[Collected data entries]
============================================================
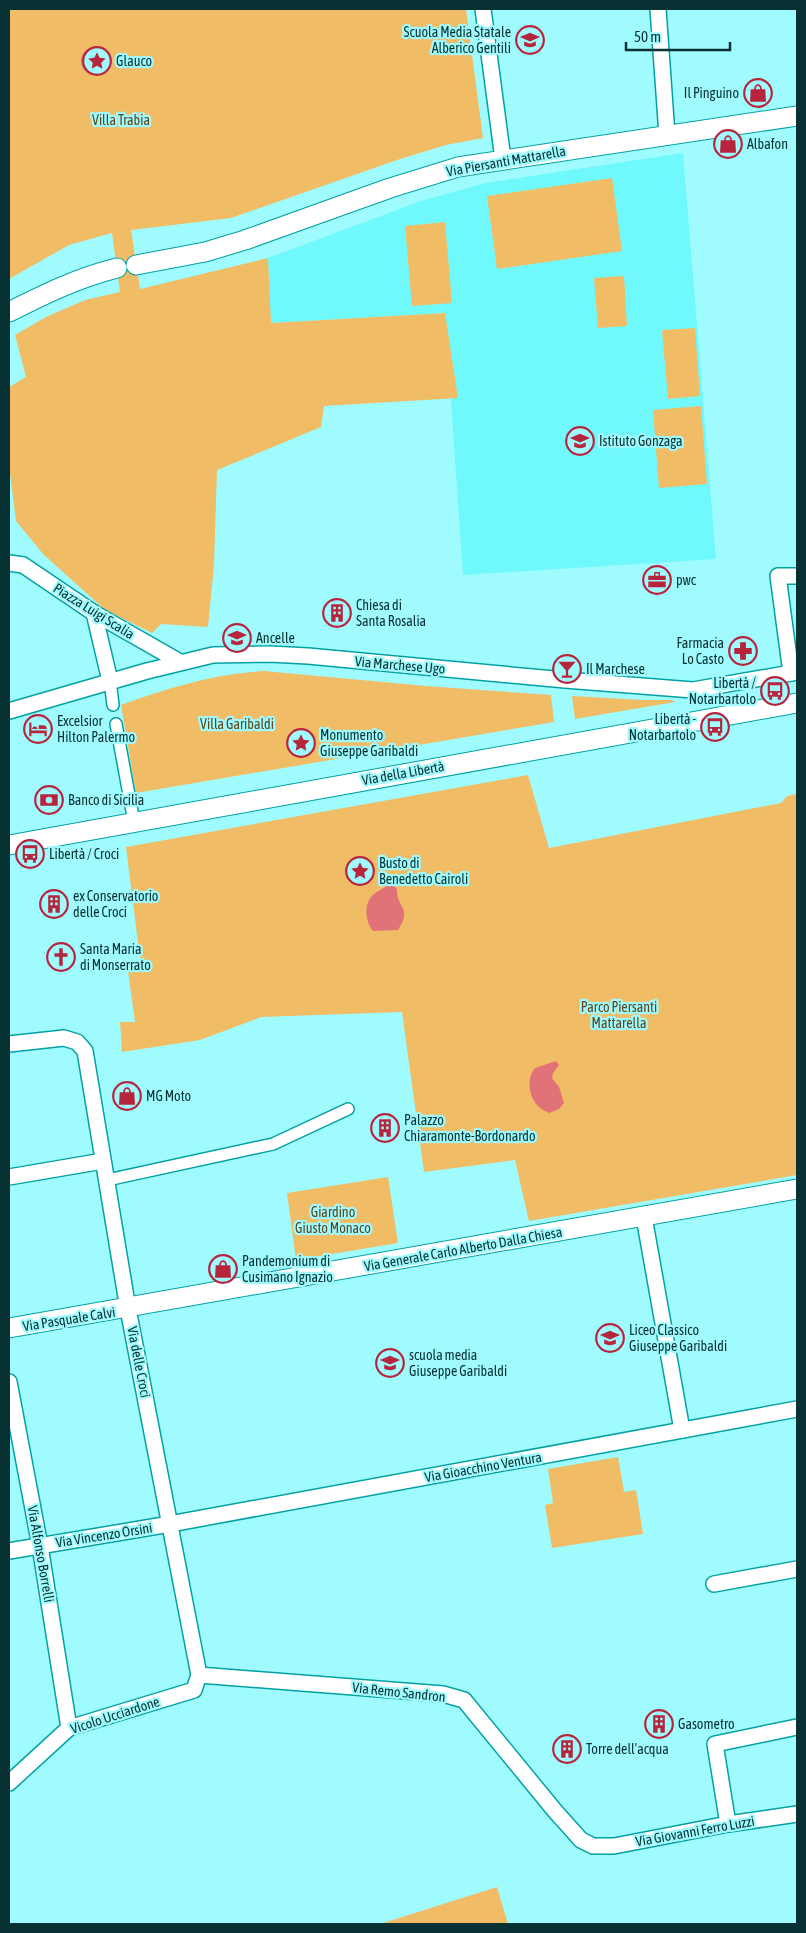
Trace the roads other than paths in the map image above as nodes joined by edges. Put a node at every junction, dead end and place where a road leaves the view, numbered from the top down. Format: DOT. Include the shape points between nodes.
graph roads {
  1 [pos="483,9"];
  2 [pos="658,9"];
  3 [pos="797,116"];
  4 [pos="667,136"];
  5 [pos="502,159"];
  6 [pos="136,265"];
  7 [pos="117,268"];
  8 [pos="9,312"];
  9 [pos="9,563"];
  10 [pos="797,576"];
  11 [pos="94,613"];
  12 [pos="180,662"];
  13 [pos="794,672"];
  14 [pos="110,681"];
  15 [pos="797,703"];
  16 [pos="113,705"];
  17 [pos="9,711"];
  18 [pos="116,724"];
  19 [pos="134,822"];
  20 [pos="9,846"];
  21 [pos="9,1031"];
  22 [pos="28,1041"];
  23 [pos="9,1044"];
  24 [pos="348,1109"];
  25 [pos="103,1161"];
  26 [pos="9,1177"];
  27 [pos="107,1180"];
  28 [pos="797,1189"];
  29 [pos="644,1217"];
  30 [pos="128,1309"];
  31 [pos="9,1328"];
  32 [pos="9,1382"];
  33 [pos="797,1409"];
  34 [pos="682,1430"];
  35 [pos="24,1462"];
  36 [pos="9,1463"];
  37 [pos="170,1524"];
  38 [pos="40,1546"];
  39 [pos="9,1551"];
  40 [pos="797,1569"];
  41 [pos="714,1584"];
  42 [pos="199,1675"];
  43 [pos="797,1727"];
  44 [pos="69,1728"];
  45 [pos="9,1783"];
  46 [pos="797,1814"];
  47 [pos="728,1824"];
  48 [pos="592,1846"];
  1 -- 5 [label="street"];
  2 -- 4 [label="street"];
  3 -- 4 [label="street, Via Piersanti Mattarella"];
  4 -- 5 [label="street, Via Piersanti Mattarella"];
  5 -- 6 [label="street, Via Piersanti Mattarella" via="424,176 197,254"];
  7 -- 8 [label="street" via="64,285"];
  9 -- 11 [label="street, Piazza Luigi Scalia" via="23,565"];
  10 -- 13 [label="street" via="778,576"];
  11 -- 12 [label="street, Piazza Luigi Scalia"];
  11 -- 14 [label="street"];
  12 -- 13 [label="street, Via Marchese Ugo" via="213,656 308,656 693,690"];
  12 -- 14 [label="street, Via Marchese Ugo"];
  14 -- 16 [label="street"];
  14 -- 17 [label="street, Via Marchese Ugo"];
  15 -- 19 [label="street, Via della Libertà"];
  18 -- 19 [label="street"];
  19 -- 20 [label="street, Via della Libertà"];
  21 -- 22 [label="street"];
  22 -- 23 [label="street"];
  22 -- 25 [label="street, Via delle Croci" via="64,1038 85,1050"];
  24 -- 27 [label="street" via="273,1144"];
  25 -- 26 [label="street"];
  25 -- 27 [label="street, Via delle Croci"];
  27 -- 30 [label="street, Via delle Croci"];
  28 -- 29 [label="street, Via Generale Carlo Alberto Dalla Chiesa"];
  29 -- 30 [label="street, Via Generale Carlo Alberto Dalla Chiesa"];
  29 -- 34 [label="street"];
  30 -- 31 [label="street, Via Pasquale Calvi"];
  30 -- 37 [label="street, Via delle Croci"];
  32 -- 35 [label="street, Via Alfonso Borrelli"];
  33 -- 34 [label="street, Via Gioacchino Ventura"];
  34 -- 37 [label="street, Via Gioacchino Ventura"];
  35 -- 36 [label="street"];
  35 -- 38 [label="street, Via Alfonso Borrelli"];
  37 -- 38 [label="street, Via Vincenzo Orsini"];
  37 -- 42 [label="street, Via delle Croci"];
  38 -- 39 [label="street, Via Vincenzo Orsini"];
  38 -- 44 [label="street, Via Alfonso Borrelli"];
  40 -- 41 [label="street"];
  42 -- 44 [label="street, Vicolo Ucciardone" via="194,1690"];
  42 -- 48 [label="street, Via Remo Sandron" via="443,1694 464,1700 555,1812 581,1840"];
  43 -- 47 [label="street" via="715,1744"];
  44 -- 45 [label="street, Vicolo Ucciardone"];
  46 -- 47 [label="street, Via Giovanni Ferro Luzzi"];
  47 -- 48 [label="street, Via Giovanni Ferro Luzzi" via="614,1846"];
}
============================================================
If a line in the entries above has the word "Luzzi", copy it.

- [FINISHED TASK]:
  46 -- 47 [label="street, Via Giovanni Ferro Luzzi"];
  47 -- 48 [label="street, Via Giovanni Ferro Luzzi" via="614,1846"];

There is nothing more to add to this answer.